Keeping dysprosium in line: Trinuclear heterometallic MII2DyIII complexes with M=Cd, Co and Cu

Abstract

Four new heterometallic trinuclear essentially linear (“in-line”) MII2DyIII complexes (M=CdII (1), CoII (2), CuII (3, 4) were synthesised using the ligand 3,5-di-tert-butylbenzoic acid (dtbbaH) in a MeCN : iPrOH (1–3) or in a MeOH : iPrOH : DMF (4) mixture. Single crystal structure analyses revealed the formation of [Cd2Dy(dtbba)6(iPrOH)2(H2O)2NO3] ⋅ iPrOH (1), [Co2Dy(dtbba)6(iPrOH)2(H2O)2NO3] ⋅ iPrOH (2), [Cu2Dy(dtbba)6(MeCN)4NO3] ⋅ MeCN (3) and [Cu2Dy(dtbba)6(iPrOH)1.68(DMF)1.32(H2O)NO3] ⋅ 3iPrOH ⋅ H2O (4). The M−Dy−M angles become more acute from (1) to (3) leading to decreased M⋅⋅M distances. The DyIII ions are 8-coordinate with a distorted triangular dodecahedron geometry and a D2d symmetry whereas the geometry of the 5-coordinate terminal MII ions can best be described as either distorted vacant octahedra or as spherical square pyramids with a C4v symmetry.
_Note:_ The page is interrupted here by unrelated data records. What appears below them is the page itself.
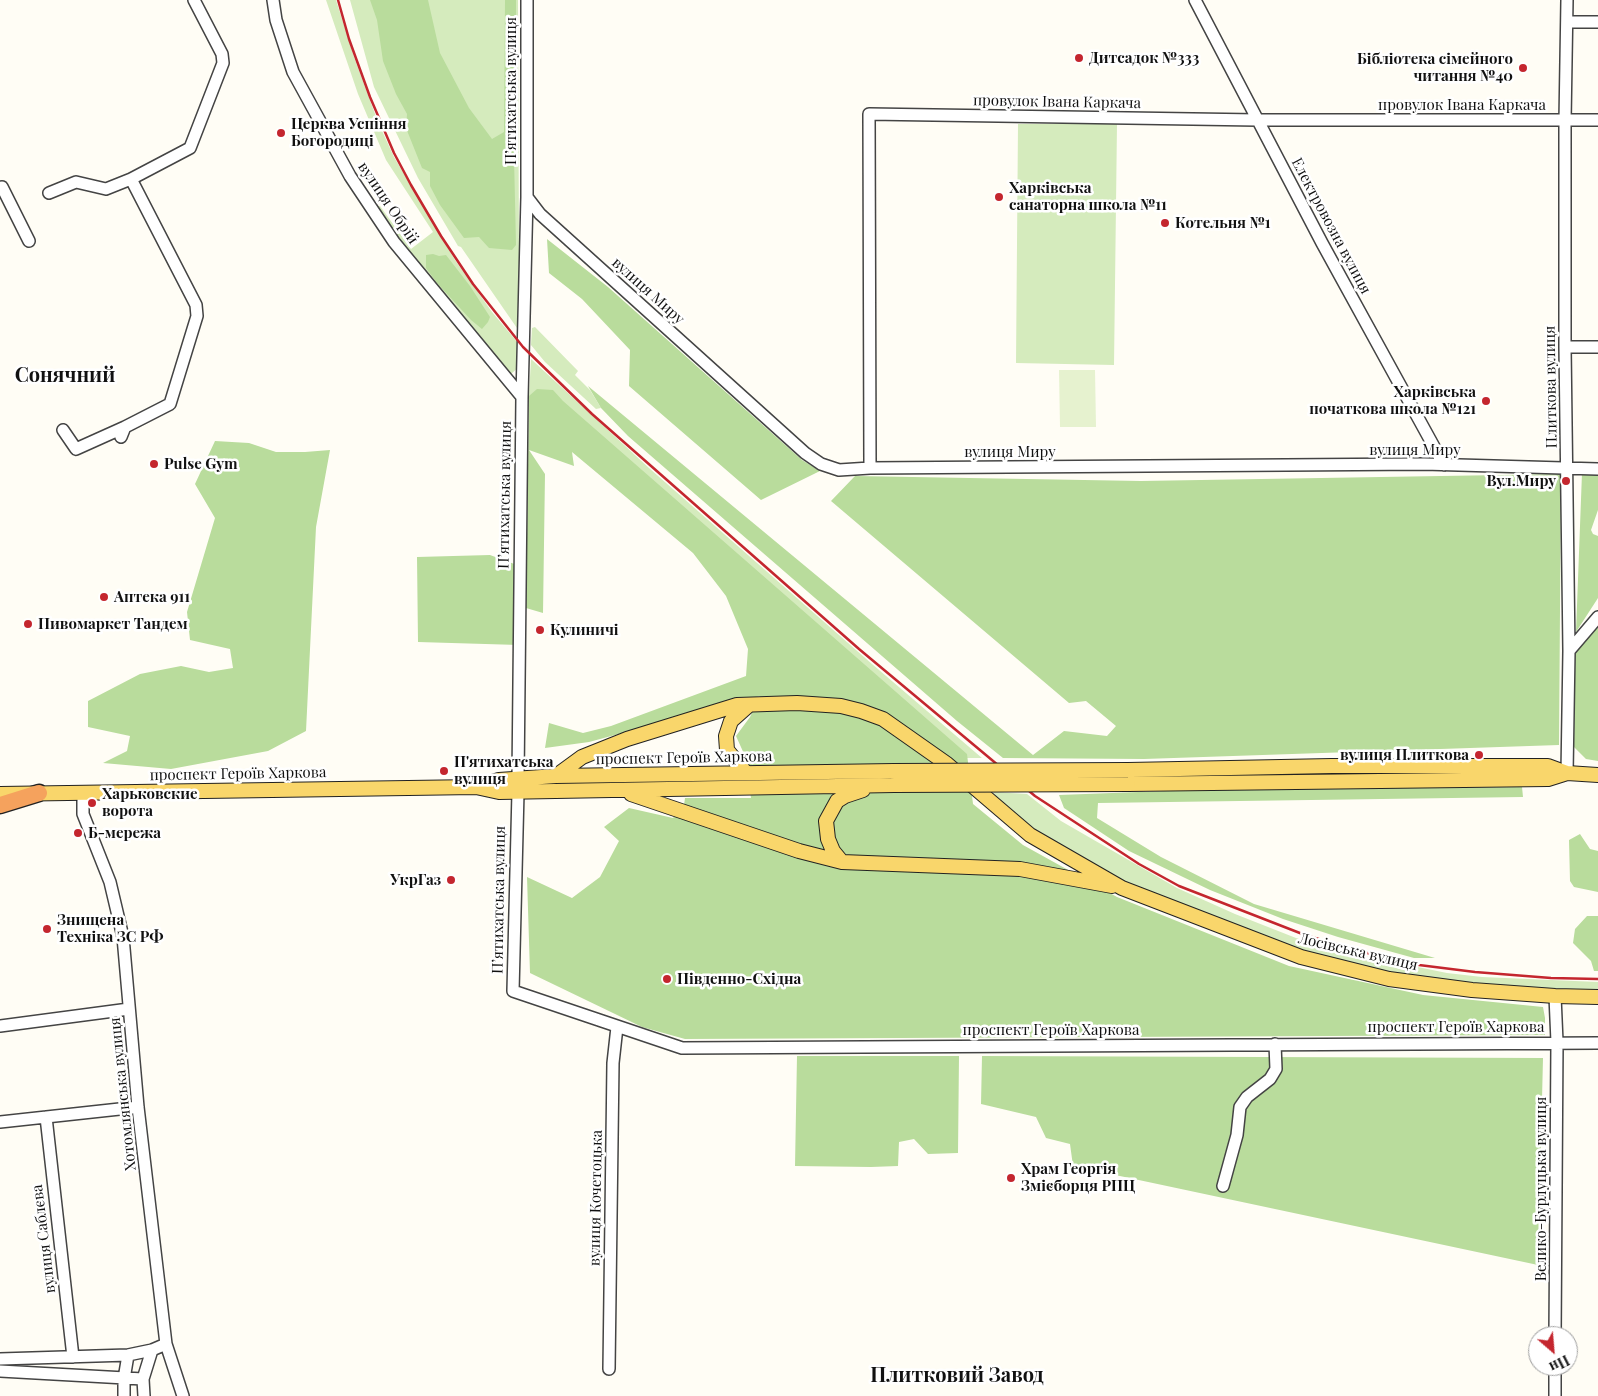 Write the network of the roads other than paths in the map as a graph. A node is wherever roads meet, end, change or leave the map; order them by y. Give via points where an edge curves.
1 (194, 0) edge
2 (273, 0) edge
3 (527, 0) edge
4 (1195, 0) edge
5 (1567, 0) edge
6 (1567, 22) junction
7 (1598, 22) edge
8 (1257, 120) junction
9 (1565, 120) junction
10 (1598, 120) edge
11 (132, 180) junction
12 (2, 187) dead end
13 (50, 193) dead end
14 (527, 197) junction
15 (29, 241) dead end
16 (1565, 347) junction
17 (1598, 347) edge
18 (522, 397) junction
19 (63, 430) dead end
20 (1444, 465) junction
21 (870, 468) junction
22 (1567, 469) junction
23 (1598, 469) edge
24 (1598, 617) edge
25 (1570, 651) junction
26 (749, 705) junction
27 (746, 773) junction
28 (1567, 773) junction
29 (1598, 775) edge
30 (556, 776) junction
31 (1128, 777) junction
32 (518, 785) junction
33 (879, 785) junction
34 (624, 791) junction
35 (83, 792) junction
36 (39, 793) junction
37 (0, 794) edge
38 (0, 805) edge
39 (842, 862) junction
40 (1122, 888) junction
41 (513, 991) joint
42 (1555, 996) junction
43 (1598, 997) edge
44 (129, 1009) junction
45 (0, 1026) edge
46 (617, 1027) junction
47 (1557, 1042) junction
48 (1598, 1043) edge
49 (1276, 1044) junction
50 (138, 1107) junction
51 (46, 1117) junction
52 (0, 1122) edge
53 (1222, 1186) dead end
54 (1555, 1326) edge
55 (166, 1344) junction
56 (152, 1350) junction
57 (128, 1355) junction
58 (73, 1356) junction
59 (0, 1359) edge
60 (609, 1369) dead end
61 (0, 1371) edge
62 (1555, 1376) edge
63 (124, 1379) junction
64 (144, 1379) junction
65 (124, 1396) edge
66 (144, 1396) edge
67 (183, 1396) edge
68 (1555, 1396) edge

1 - 11 street via 222,54 223,63 190,148
2 - 18 street, вулиця Обрій via 293,72 350,176 394,242
3 - 14 street, П’ятихатська вулиця
4 - 8 street, Електровозна вулиця
5 - 6 street, Плиткова вулиця
6 - 7 street
6 - 9 street, Плиткова вулиця
8 - 9 street, провулок Івана Каркача
8 - 20 street, Електровозна вулиця
8 - 21 street, провулок Івана Каркача via 869,114
9 - 10 street, провулок Івана Каркача
9 - 16 street, Плиткова вулиця
11 - 13 street via 106,189 76,182
11 - 19 street via 196,305 197,316 170,404 123,432 76,449
12 - 15 street
14 - 18 street, П’ятихатська вулиця
14 - 21 street, вулиця Миру via 540,214 805,453 821,464 839,470
16 - 17 street
16 - 22 street, Плиткова вулиця
18 - 32 street, П’ятихатська вулиця
20 - 21 street, вулиця Миру
20 - 22 street, вулиця Миру
22 - 23 street, вулиця Миру
22 - 25 street, Плиткова вулиця
24 - 25 street
25 - 28 street, Плиткова вулиця
26 - 27 main road via 731,721 726,736 727,750
26 - 30 main road via 737,705 627,739 582,757
26 - 40 main road via 797,703 841,706 882,719 947,764 1030,835
27 - 30 main road, проспект Героїв Харкова
27 - 31 main road, проспект Героїв Харкова, bridge via 894,770
28 - 29 main road
28 - 31 main road via 1548,779
30 - 32 main road, проспект Героїв Харкова
31 - 33 main road, проспект Героїв Харкова, bridge
32 - 34 main road, проспект Героїв Харкова
32 - 35 main road, проспект Героїв Харкова via 499,792 476,787
32 - 41 street, П’ятихатська вулиця
33 - 34 main road, проспект Героїв Харкова
33 - 39 main road via 837,801 826,821 828,839
34 - 39 main road via 799,851
35 - 36 main road, проспект Героїв Харкова
35 - 44 street, Хотомлянська вулиця via 83,814 110,882 123,937
36 - 37 main road, проспект Героїв Харкова
36 - 38 highway
39 - 40 main road via 1020,869
40 - 42 main road, Лосівська вулиця via 1310,960 1389,979
41 - 46 street, проспект Героїв Харкова
42 - 43 main road, Лосівська вулиця
42 - 47 street
44 - 45 street
44 - 50 street, Хотомлянська вулиця
46 - 49 street, проспект Героїв Харкова via 682,1048
46 - 60 street, вулиця Кочетоцька via 613,1062
47 - 48 street, проспект Героїв Харкова
47 - 49 street, проспект Героїв Харкова
47 - 54 street, Велико-Бурлуцька вулиця
49 - 53 street via 1276,1069 1240,1107 1237,1135
50 - 51 street
50 - 55 street, Хотомлянська вулиця
51 - 52 street
51 - 58 street, вулиця Саблєва
55 - 56 street
55 - 67 street, Хотомлянська вулиця
56 - 57 street
56 - 64 street
57 - 58 street
57 - 63 street
58 - 59 street
61 - 63 street
62 - 68 street
63 - 64 street
63 - 65 street
64 - 66 street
Magnetic susceptibility measurements were performed on (1), (2) and (3) which allows a comparison of the effect of replacing highly anisotropic CoII with the quantum spin of CuII. Both (2) and (3) show effects of ferromagnetic interactions at low temperatures.